Parts of Flagstaff are already ravaged by flash flooding, as a result of wildfires in recent years. As residents clean up from the last round, they are now preparing for a new round of flooding that could come this weekend. FOX 10's Marissa Sarbak reports.

As Flagstaff prepares for another round of flooding, they are still dealing with the aftermath of last weekend's storm.

"It's exhausting just to have the sandbags on site, but I know how important it is," said Cindy Wilson.

Wilson is placing hundreds of sandbags around her Flagstaff property. The sandbags are perfectly aligned to guide the water away from her house.
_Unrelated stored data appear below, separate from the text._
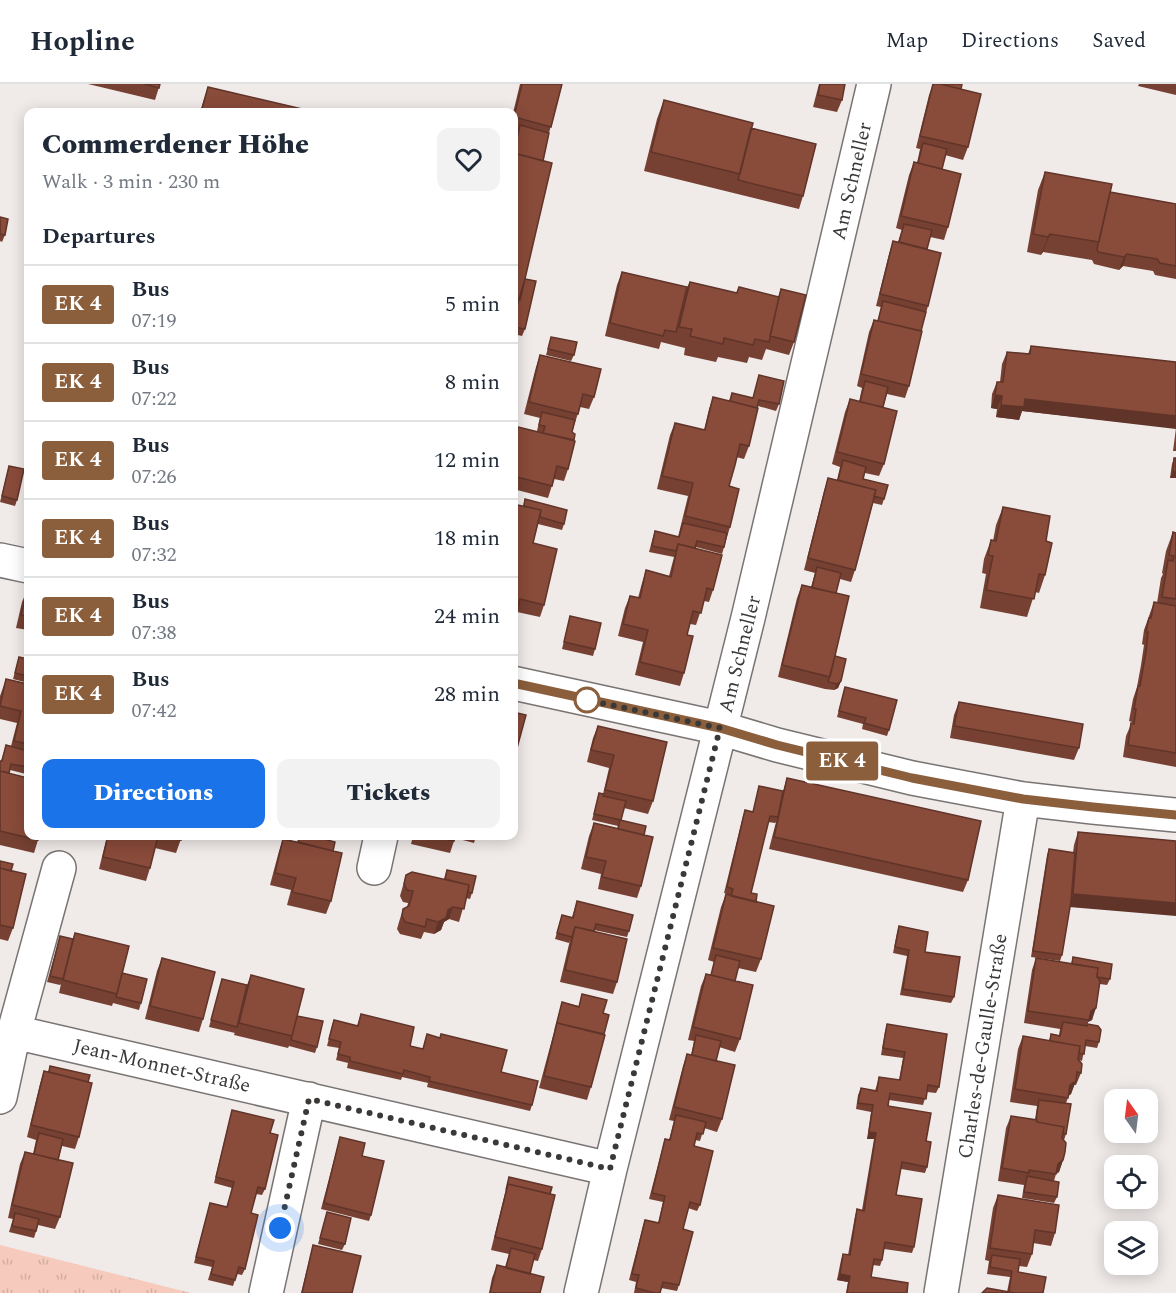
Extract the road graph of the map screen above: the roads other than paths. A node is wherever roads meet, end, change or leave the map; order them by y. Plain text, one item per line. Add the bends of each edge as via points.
1 (874, 84) edge
2 (0, 560) edge
3 (24, 566) edge
4 (518, 684) edge
5 (720, 728) junction
6 (1023, 799) junction
7 (1176, 815) edge
8 (380, 840) edge
9 (58, 868) dead end
10 (374, 868) dead end
11 (15, 1032) junction
12 (0, 1098) edge
13 (309, 1099) junction
14 (610, 1169) junction
15 (266, 1293) edge
16 (581, 1293) edge
17 (941, 1293) edge

1 - 5 street, Am Schneller
2 - 3 street
4 - 5 street
5 - 6 street via 912,778
5 - 14 street, Am Schneller
6 - 7 street
6 - 17 street, Charles-de-Gaulle-Straße
8 - 10 street
9 - 11 street
11 - 12 street
11 - 13 street, Jean-Monnet-Straße
13 - 14 street, Jean-Monnet-Straße
13 - 15 street
14 - 16 street, Am Schneller

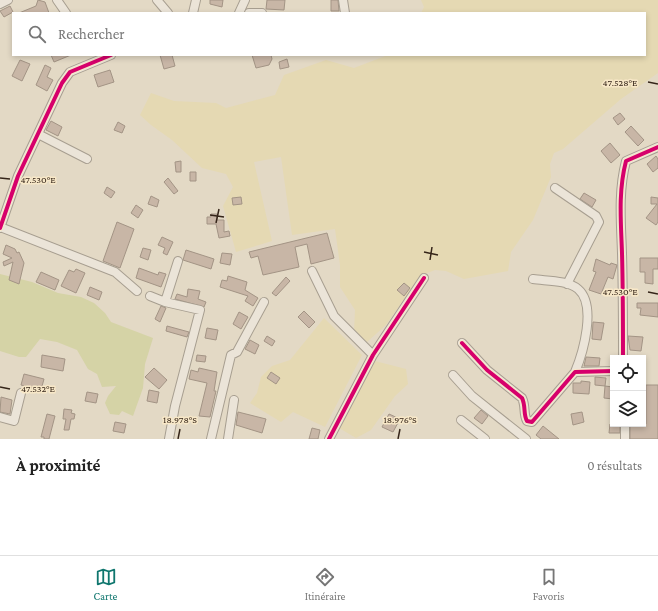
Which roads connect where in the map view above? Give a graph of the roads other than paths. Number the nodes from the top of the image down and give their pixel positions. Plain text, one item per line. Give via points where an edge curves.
1 (8, 0) edge
2 (57, 0) edge
3 (157, 0) edge
4 (196, 0) edge
5 (245, 0) edge
6 (343, 0) edge
7 (0, 4) edge
8 (65, 12) edge
9 (167, 12) edge
10 (192, 12) edge
11 (239, 12) edge
12 (345, 12) edge
13 (98, 57) edge
14 (38, 134) junction
15 (658, 147) edge
16 (87, 159) dead end
17 (554, 188) dead end
18 (0, 227) edge
19 (178, 261) dead end
20 (312, 271) dead end
21 (424, 278) dead end
22 (533, 279) dead end
23 (567, 284) junction
24 (137, 291) dead end
25 (150, 296) dead end
26 (165, 302) junction
27 (264, 302) dead end
28 (462, 342) dead end
29 (373, 355) junction
30 (623, 355) edge
31 (610, 371) edge
32 (575, 372) junction
33 (453, 375) dead end
34 (21, 393) dead end
35 (234, 400) dead end
36 (0, 417) edge
37 (461, 420) dead end
38 (625, 427) edge
39 (169, 439) edge
40 (211, 439) edge
41 (228, 439) edge
42 (330, 439) edge
43 (485, 439) edge
44 (526, 439) edge
45 (625, 439) edge

1 - 7 street
2 - 8 street
3 - 9 street
4 - 10 street
5 - 11 street
6 - 12 street
13 - 14 street via 70,72
14 - 16 street
14 - 18 street via 18,176
15 - 30 street via 626,161 622,174 620,202
17 - 23 street via 596,216 599,222
18 - 24 street via 115,272
19 - 26 street
20 - 29 street via 334,316
21 - 29 street
22 - 23 street
23 - 32 street via 578,289 584,297 588,322 583,353
25 - 26 street
26 - 39 street via 200,310
27 - 40 street via 237,352 231,356
28 - 32 street via 487,370 522,398 527,421 532,422
29 - 42 street
31 - 32 street
33 - 44 street via 472,396
34 - 36 street via 14,420
35 - 41 street
37 - 43 street
38 - 45 street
It is something she hasn't had to do since flooding after the Shultz Fire in 2010.

"It's all about the angles," said Wilson. "You want to make sure that what you're doing is to move the water and not stop it, so, when we put barriers right up against our house, we're trying to stop it."

2022's monsoon season is already shaping up to be the worst Coconino County has seen in a decade, because the Pipeline Fire just re-burned the same area of the mountain as the Schultz Fire.

"When you get a very severe burn like that, you get a type of soil created called hydrophobic," said Lucinda Andreani with the Coconino County Flood Control District. "If you were to pour a glass of water on it, it would just run off it like you poured it on your kitchen counter."

There is no vegetation left to soak up the water, and 1.5in of rain that fell last weekend not only would not soak into the charred mountain, it began eroding away at it.

"That area up there, we call it an alluvial fan, or a fan. That has now unraveled. This is the result. All this rock. All this rock, debris has now come down," said Andreani.

Coconino County is working with some of the homeowners in Flagstaff to take the rocks that were deposited, move them, and use them in another area of the city that is also seeing erosion. However, if something is not done permanently, officials with the Coconino County Flood Control District say floods will continue to happen during every substantial rain in the next few years.

"There are 6ft to 10ft deep channels, and potentially through this season, they could grow to 25ft. That's what we saw after the Schultz Fire," said Andreani.